Cotton, by Beverly Lemire. 192 pages. Publisher: Berg Publishers (April 15, 2011) This book explores the fascinating history and present-day practices associated with cotton. This is a story of commercial and cultural enterprise, of the ties and tensions between East and West, of technological and industrial revolution, social modernization, colonialism and slavery. Cotton's history mirrors profound global transformations.
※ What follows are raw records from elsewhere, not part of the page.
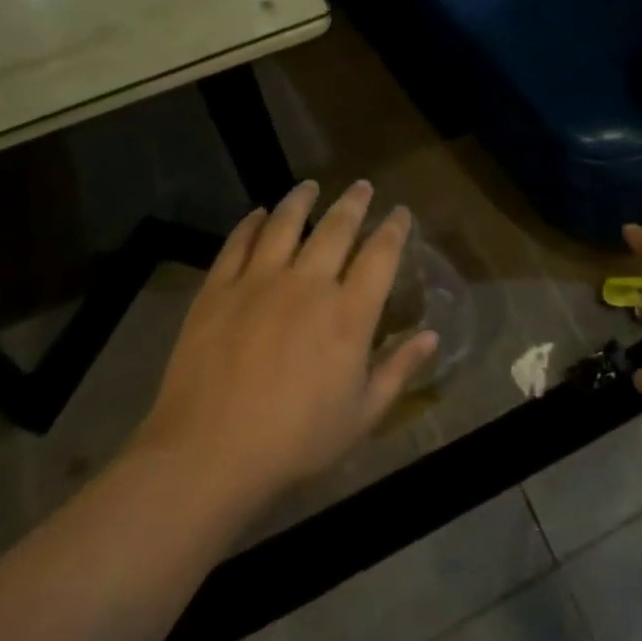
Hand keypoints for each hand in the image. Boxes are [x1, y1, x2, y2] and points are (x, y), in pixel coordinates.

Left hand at [135, 179, 436, 509]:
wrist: (209, 454)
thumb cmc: (295, 442)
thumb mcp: (362, 416)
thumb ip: (398, 370)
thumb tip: (432, 336)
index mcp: (349, 314)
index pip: (381, 255)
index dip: (394, 229)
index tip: (399, 212)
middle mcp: (309, 284)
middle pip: (337, 228)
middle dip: (354, 203)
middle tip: (362, 186)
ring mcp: (260, 282)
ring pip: (286, 224)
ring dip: (302, 200)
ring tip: (310, 186)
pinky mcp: (219, 290)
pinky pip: (238, 244)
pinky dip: (251, 224)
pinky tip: (258, 213)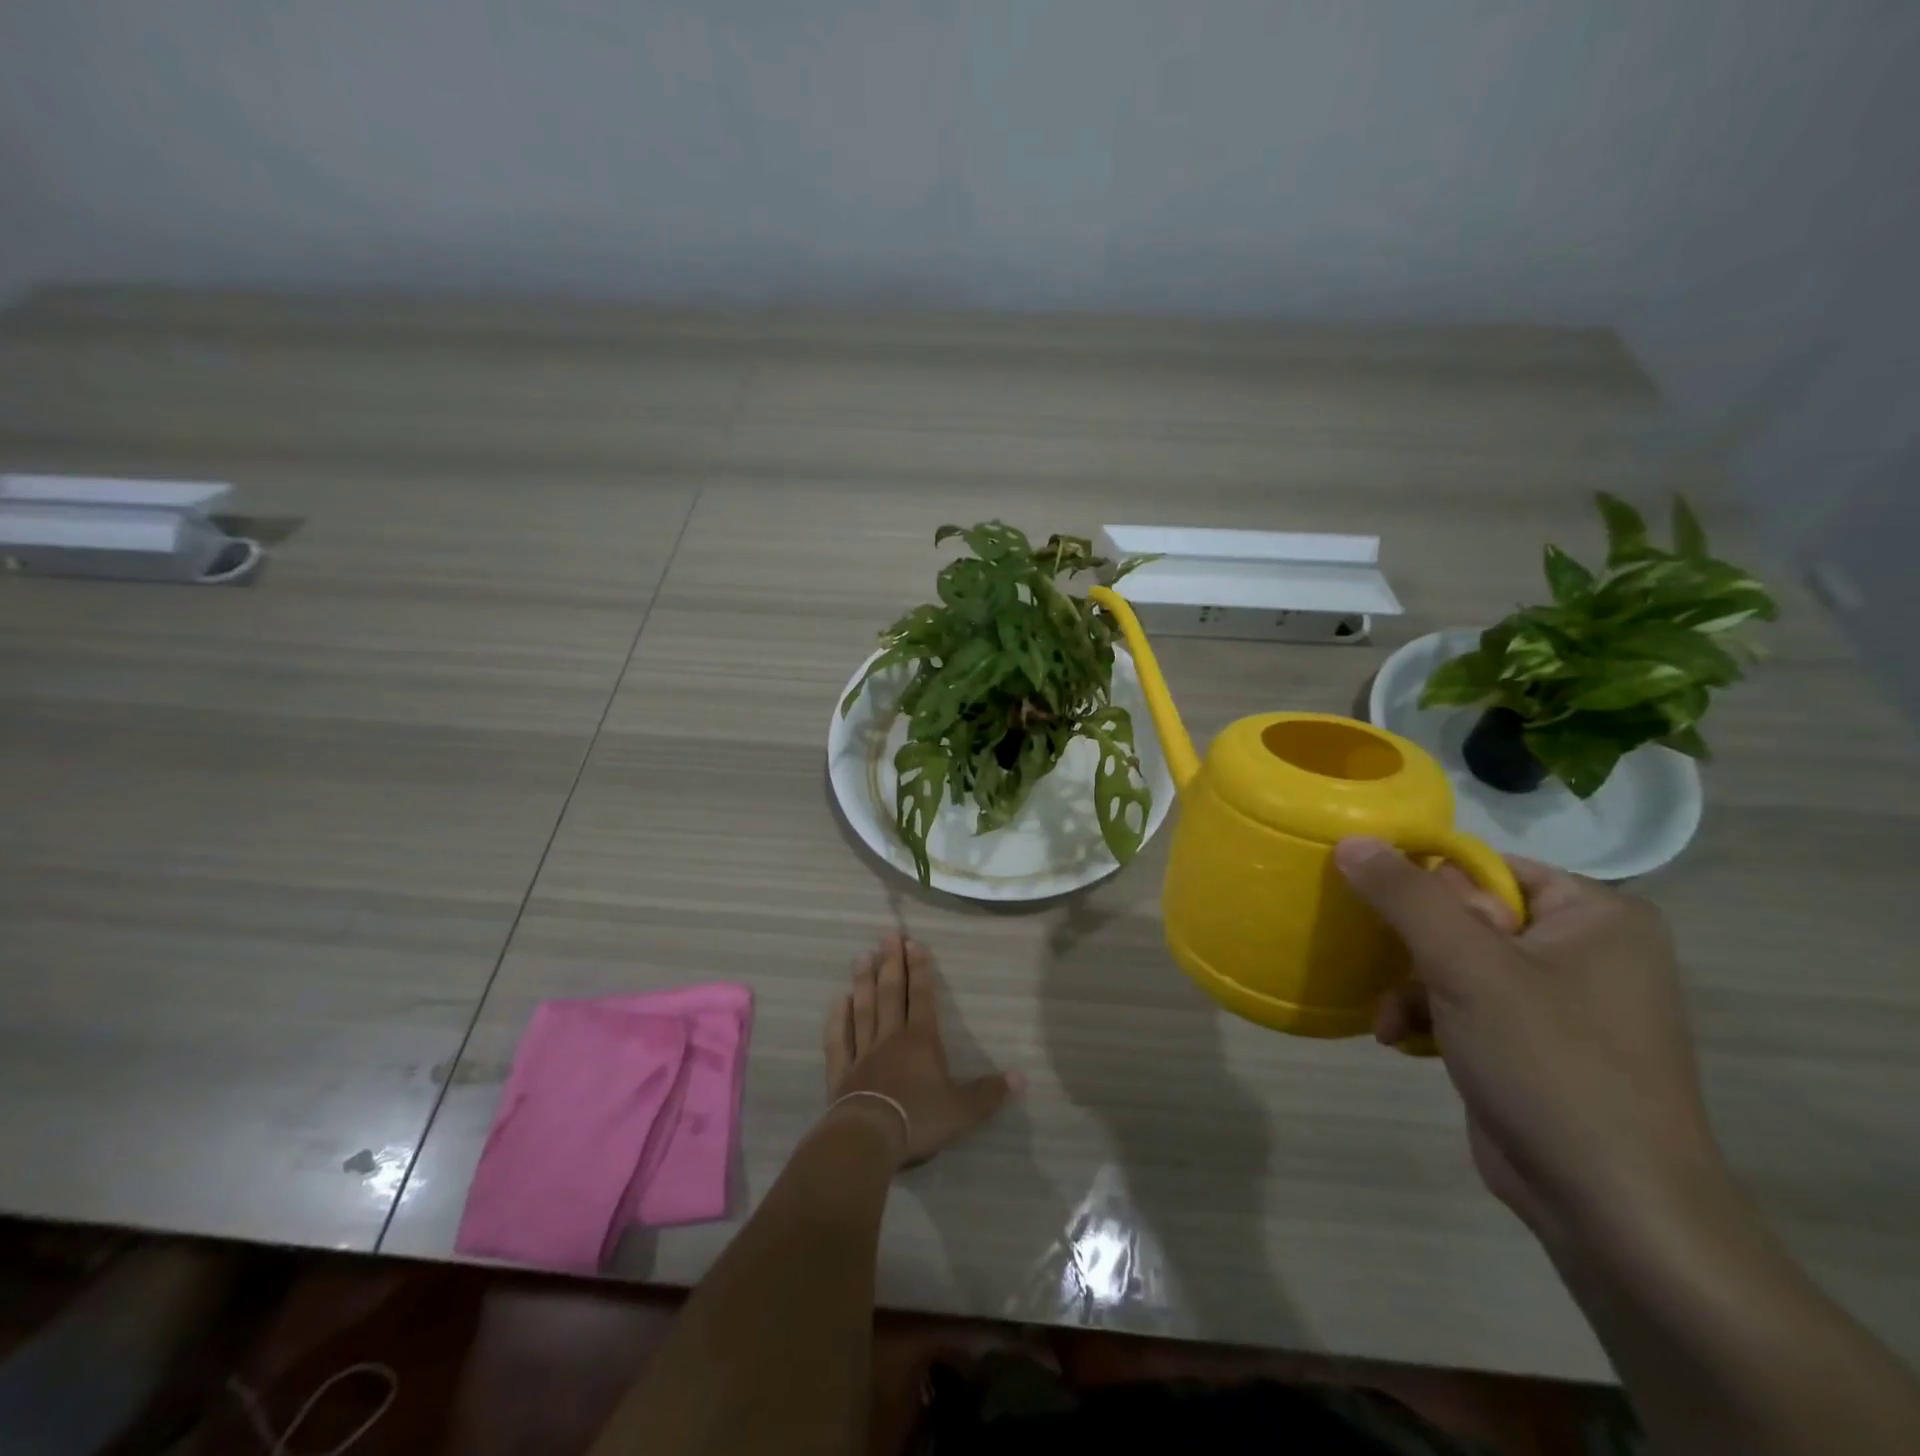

And cotton remains one of the most significant mass commodities today.
Cotton's track record on labor conditions in factories and plantations has tarnished its history and reputation, even as cotton clothes became the hallmark of modern industrialized society. Cotton expressed popular fashions and popular politics in dynamic ways. Yet cottons also take other cultural forms and are part of vibrant craft traditions in many parts of the world. This book explores the history, impact and ongoing life of this hugely influential textile.